I just installed the Drum Media app on my IPad. Why? Because last night whilst waiting for my washing to dry at the laundromat, I read an interesting story in The Drum Media Magazine that at the midpoint suggested ‘there’s more to this story on the Ipad’.
by Sam Duncan
Now I desperately want to know — but I’ll continue on — as not knowing actually provides a good foundation to start with an explanation of what is ‘Transmedia’.
If I opened the App and found material that expanded upon the article I was reading about the band The Jezabels, with new information and perhaps a new focal point, then this would be a good example of Transmedia. If I opened the App and found the same information simply replicated on a different platform, then this would not be.
Transmedia is essentially multi-platform storytelling.
That’s an easy concept; the complexity however is in the requirement that different story elements be told through different platforms. Therefore a novelisation of a film is not Transmedia, yet a comic book that tells a character backstory is.

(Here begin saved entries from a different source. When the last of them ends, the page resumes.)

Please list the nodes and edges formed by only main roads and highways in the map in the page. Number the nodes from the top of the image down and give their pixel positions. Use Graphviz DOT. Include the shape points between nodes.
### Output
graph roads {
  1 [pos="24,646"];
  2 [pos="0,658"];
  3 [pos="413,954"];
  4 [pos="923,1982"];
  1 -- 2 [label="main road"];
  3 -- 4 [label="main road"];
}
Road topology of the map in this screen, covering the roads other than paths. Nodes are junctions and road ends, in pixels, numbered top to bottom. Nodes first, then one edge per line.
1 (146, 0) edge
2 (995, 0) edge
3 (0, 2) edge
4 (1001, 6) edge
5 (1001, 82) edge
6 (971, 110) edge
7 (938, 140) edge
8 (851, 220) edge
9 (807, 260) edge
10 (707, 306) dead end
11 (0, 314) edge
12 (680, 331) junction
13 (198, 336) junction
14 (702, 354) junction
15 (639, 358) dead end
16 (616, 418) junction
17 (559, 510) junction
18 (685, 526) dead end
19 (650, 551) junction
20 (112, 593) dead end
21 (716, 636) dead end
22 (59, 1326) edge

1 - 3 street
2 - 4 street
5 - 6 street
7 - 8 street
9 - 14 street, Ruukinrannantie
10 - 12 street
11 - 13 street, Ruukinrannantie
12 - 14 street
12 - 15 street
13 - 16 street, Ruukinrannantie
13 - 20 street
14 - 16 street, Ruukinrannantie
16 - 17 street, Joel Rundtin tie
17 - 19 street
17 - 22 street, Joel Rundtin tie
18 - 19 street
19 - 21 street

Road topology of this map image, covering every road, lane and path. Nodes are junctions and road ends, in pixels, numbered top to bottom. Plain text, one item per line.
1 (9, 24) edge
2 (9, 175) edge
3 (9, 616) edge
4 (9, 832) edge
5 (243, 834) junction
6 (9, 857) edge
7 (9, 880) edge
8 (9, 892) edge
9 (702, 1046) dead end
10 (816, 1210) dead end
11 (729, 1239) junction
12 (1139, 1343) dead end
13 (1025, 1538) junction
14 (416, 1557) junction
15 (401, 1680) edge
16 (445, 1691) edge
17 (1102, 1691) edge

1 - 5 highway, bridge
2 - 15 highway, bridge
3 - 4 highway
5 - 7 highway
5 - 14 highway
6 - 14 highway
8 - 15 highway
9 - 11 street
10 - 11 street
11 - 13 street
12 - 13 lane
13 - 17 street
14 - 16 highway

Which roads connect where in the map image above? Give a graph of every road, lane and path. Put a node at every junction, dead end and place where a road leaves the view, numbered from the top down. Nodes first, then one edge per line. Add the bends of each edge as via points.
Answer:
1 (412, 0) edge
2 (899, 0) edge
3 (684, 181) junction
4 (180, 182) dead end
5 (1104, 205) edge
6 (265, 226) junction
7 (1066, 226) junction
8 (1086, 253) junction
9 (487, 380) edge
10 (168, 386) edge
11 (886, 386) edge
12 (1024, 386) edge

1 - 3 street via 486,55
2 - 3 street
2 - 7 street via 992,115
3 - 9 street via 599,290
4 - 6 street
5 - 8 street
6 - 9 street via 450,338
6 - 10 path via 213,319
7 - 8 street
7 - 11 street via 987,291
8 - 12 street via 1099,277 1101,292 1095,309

Novelist and Screenwriter Chuck Wendig paints the perfect picture of the Transmedia World. He uses the metaphor of a Tree vs the Forest. Stories are generally a single tree, sometimes grown by a single practitioner.
However the Transmedia story-world is far more fertile and compelling when seen as an entire forest growing up together at the same time. Some trees find light and others fail, it’s all one big organic collision of life that thrives on organised chaos.
This is where the beauty of Transmedia lies.
The storyteller has a much bigger and better canvas to work with.
A standard duration feature film might be the perfect platform to tell a central story that you could consider the main story, but at the end maybe we are left craving more time with a particular character or more exploration of a particular story-world?
Perhaps we could explore that story-world further through an alternate reality game or get more time with our favourite character by watching online minisodes focused on character backstories or different goal oriented adventure tangents.
Television shows Breaking Bad and Lost are two good examples of narrative extension across different platforms. As Transmedia Commentator Jason Mittell suggests, Breaking Bad is Character-driven Transmedia, with videos and websites illuminating the amusing backgrounds of Hank, Marie, Badger and Saul whereas Lost prioritised story-world expansion.
For example Breaking Bad’s Walt in one minisode is painted in a more comedic light as he listens to future brother-in-law Hank’s pre-wedding sexual hijinks and in another carries out a bungled break-and- enter with a drugged out Badger. The Lost TV show built a mythological universe and then expanded on some of those mysteries through Transmedia extensions.
As brought to my attention by Mittell, Lost put out five alternate reality games, four novels, a PC/console video game, multiple tie-in websites, two series of online videos and an array DVD extras.
It is obvious how this approach to storytelling can achieve greater audience engagement. The more we explore the more we want to keep exploring thus engaging us more intensely and probably for a lot longer. So in financial terms, yes producers are much more likely to get good return on investment from their creations.
However there’s a risk too. If it’s Transmedia for the sake of Transmedia, and the story isn’t rich enough to warrant this approach, the audience is likely to immediately disengage as the marketing centric franchise will annoy us or we will simply lose interest with the lack of interesting content.
I rather look at what Transmedia can offer creatively to the storyteller.
To use a loose analogy, it can be like a chose your own adventure novel, the viewer can in many Transmedia experiences interact with the storyteller to shape the journeys and destinations of the characters in the story. This feedback loop I think particularly satisfying as it is no longer simply a lie back on the couch disconnected from the story you are watching experience.
This side of Transmedia is yet to reach it’s full potential however in the future it’s likely that many stories will be shaped by what the audience majority wants to see happen.
So is Transmedia a ‘must embrace’ approach for storytellers to succeed in the age where an eight year old probably has six connected media devices?
Many argue yes – that the audience needs it and will demand it, not to mention the financial incentives for content creators to do so. The jury is still out however and I would suggest that there is still something to be said for the beauty of simplicity.
I love the movie Fear and Loathing Las Vegas yet I want it to be just the book and movie (essentially the same story). I watch the movie and feel l like I’ve been on an interesting journey. A journey that I loved but am finished with. I don’t then want to watch Hunter S. Vegas story tangents on my Iphone on the toilet.
The series Dexter however, I wouldn’t mind seeing some of his other adventures away from the central focus of his ethical code based killings.
So in sum, the approach – Transmedia or not – should be driven by the nature and intent of the story. Going Transmedia to achieve increased associated advertising profit or because in 2012 we feel we should is not a recipe for success. If the characters and the story-world are rich enough and suitable enough to warrant it, then a Transmedia approach will without doubt be great.